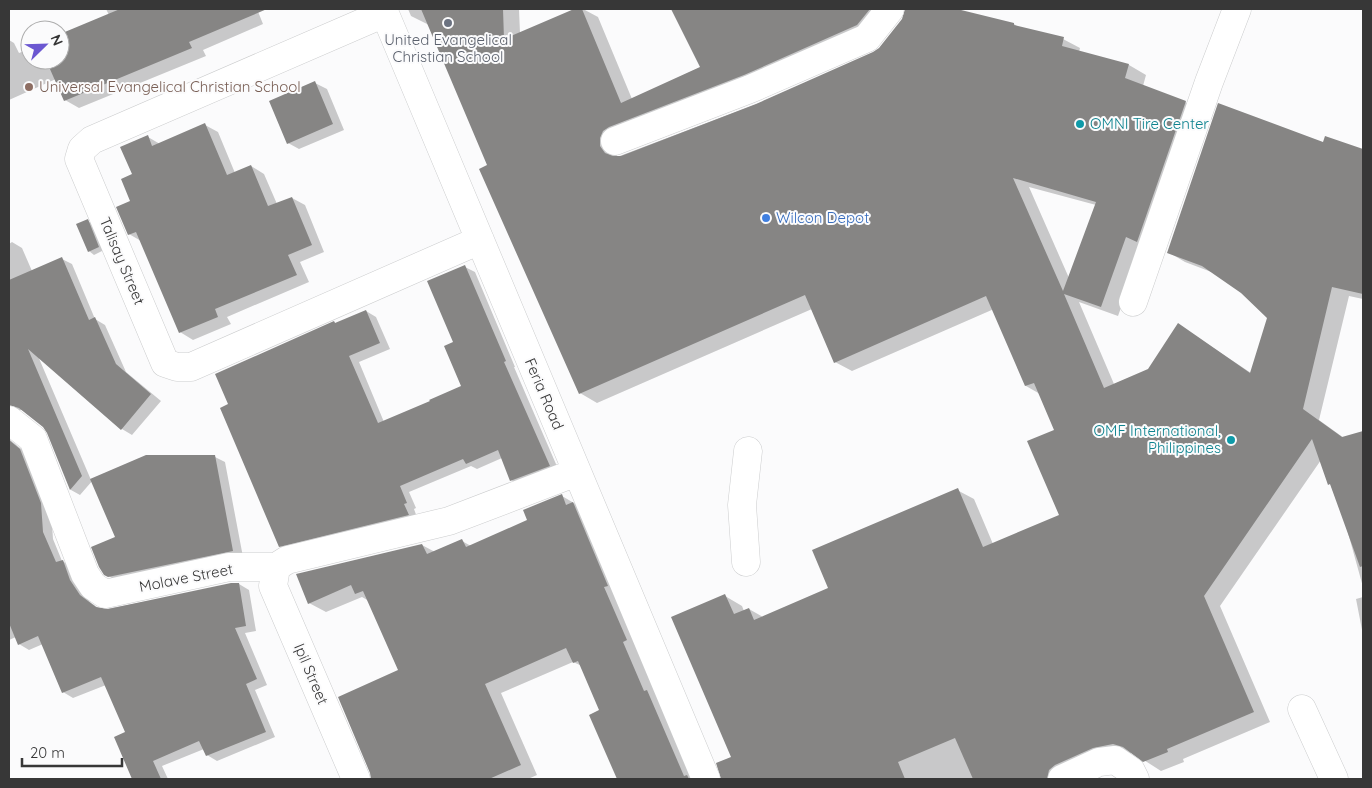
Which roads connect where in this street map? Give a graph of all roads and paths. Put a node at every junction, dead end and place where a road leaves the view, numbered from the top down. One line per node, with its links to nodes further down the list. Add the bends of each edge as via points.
1 (890, 9): 4 (street, via 867,38 750,89)
2 (1237, 9): 6 (street)
3 (384, 11): 5 (street, Feria Road); 5 (street, Talisay Street, via 92,140 82,149 79,159 165,363 177,368 191,367)
4 (615, 141)
5 (480, 240): 9 (street, Feria Road)
6 (1133, 302)
7 (9, 420): 11 (street, Molave Street, via 33,439 85,574 92,586 105,594 229,567)
8 (748, 451): 10 (street, via 742,505)
9 (577, 472): 11 (street, Molave Street, via 449,521 288,560); 14 (street, Feria Road)
10 (746, 562)
11 (276, 567): 13 (street, Ipil Street, via 273,586)
12 (1302, 709): 17 (street)
13 (356, 779)
14 (706, 779)
15 (1062, 779): 16 (street, via 1099,762 1115,760 1131,771)
16 (1135, 779)
17 (1334, 779)

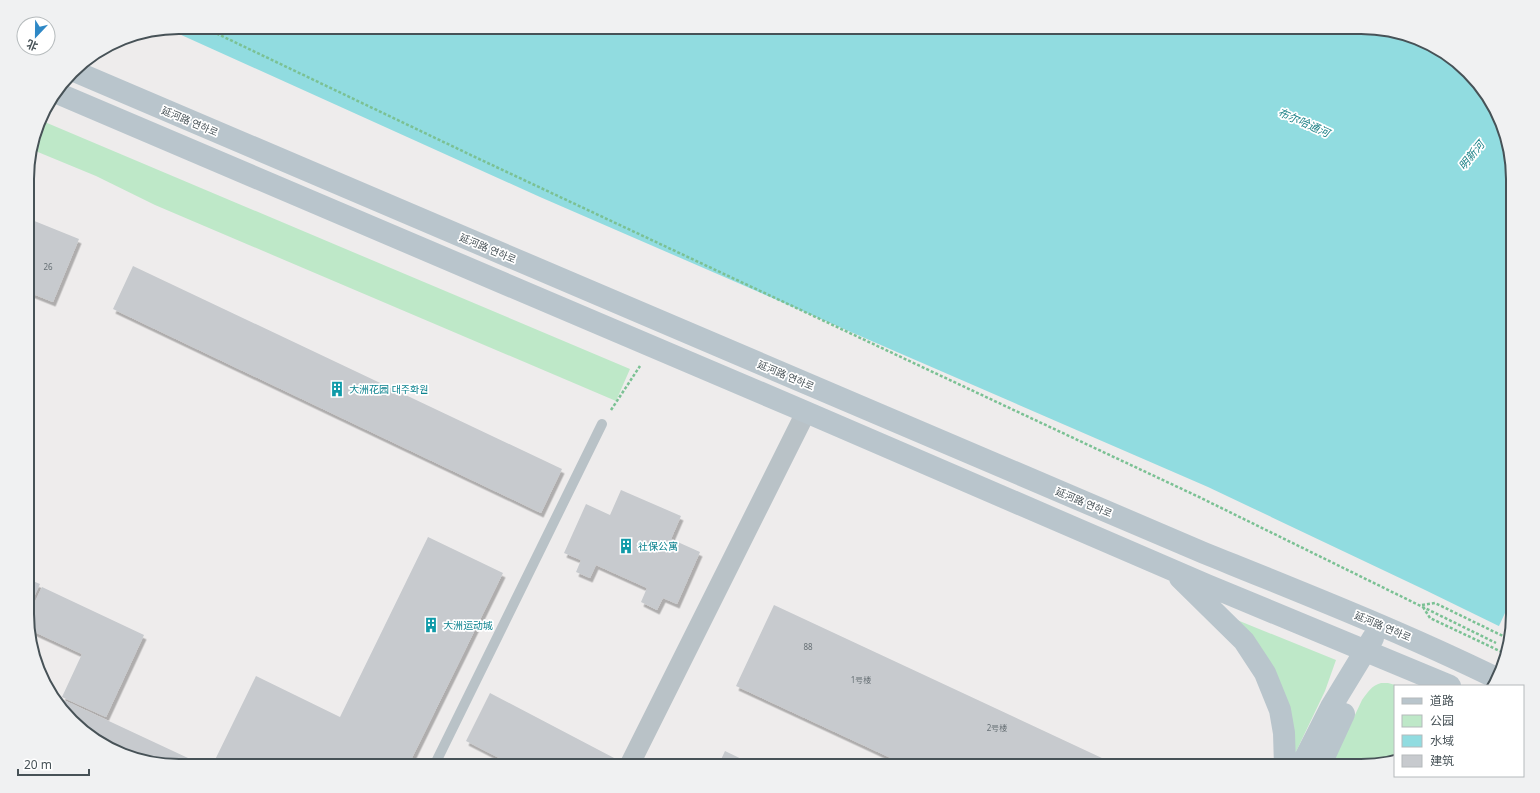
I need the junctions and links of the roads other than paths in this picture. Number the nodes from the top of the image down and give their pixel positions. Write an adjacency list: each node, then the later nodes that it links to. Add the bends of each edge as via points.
1 (79, 73): 6 (main road, 延河路 연하로, via 1182,544)
2 (61, 95): 3 (main road)
3 (806, 412): 5 (main road); 11 (street)
4 (602, 424): 10 (lane)
5 (1171, 568): 7 (main road); 12 (main road, via 1244,641 1265,673 1280,710)
6 (1387, 628): 7 (main road); 8 (main road, 延河路 연하로)
7 (1371, 653): 9 (main road); 13 (main road, via 1331,707); 14 (main road)
8 (1492, 676)
9 (1448, 685)
10 (437, 759)
11 (632, 759)
12 (1285, 759)
13 (1305, 759)
14 (1323, 759)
┄┄┄┄┄┄
WHAT NEEDS TO BE DONE
When you repeat the listing, keep it exact and leave the pictures behind.

EXERCISE RESPONSE
Which roads connect where in this street map? Give a graph of all roads and paths. Put a node at every junction, dead end and place where a road leaves the view, numbered from the top down. One line per node, with its links to nodes further down the list. Add the bends of each edge as via points.
1 (890, 9): 4 (street, via 867,38 750,89)
2 (1237, 9): 6 (street)
3 (384, 11): 5 (street, Feria Road); 5 (street, Talisay Street, via 92,140 82,149 79,159 165,363 177,368 191,367)
4 (615, 141)
5 (480, 240): 9 (street, Feria Road)
6 (1133, 302)
7 (9, 420): 11 (street, Molave Street, via 33,439 85,574 92,586 105,594 229,567)
8 (748, 451): 10 (street, via 742,505)
9 (577, 472): 11 (street, Molave Street, via 449,521 288,560); 14 (street, Feria Road)
10 (746, 562)
11 (276, 567): 13 (street, Ipil Street, via 273,586)
12 (1302, 709): 17 (street)
13 (356, 779)
14 (706, 779)
15 (1062, 779): 16 (street, via 1099,762 1115,760 1131,771)
16 (1135, 779)
17 (1334, 779)

I need the junctions and links of the roads other than paths in this picture. Number the nodes from the top of the image down and give their pixel positions. Write an adjacency list: each node, then the later nodes that it links to. Add the bends of each edge as via points.
1 (79, 73): 6 (main road, 延河路 연하로, via 1182,544)
2 (61, 95): 3 (main road)
3 (806, 412): 5 (main road); 11 (street)
4 (602, 424): 10 (lane)
5 (1171, 568): 7 (main road); 12 (main road, via 1244,641 1265,673 1280,710)
6 (1387, 628): 7 (main road); 8 (main road, 延河路 연하로)
7 (1371, 653): 9 (main road); 13 (main road, via 1331,707); 14 (main road)
8 (1492, 676)
9 (1448, 685)
10 (437, 759)
11 (632, 759)
12 (1285, 759)
13 (1305, 759)
14 (1323, 759)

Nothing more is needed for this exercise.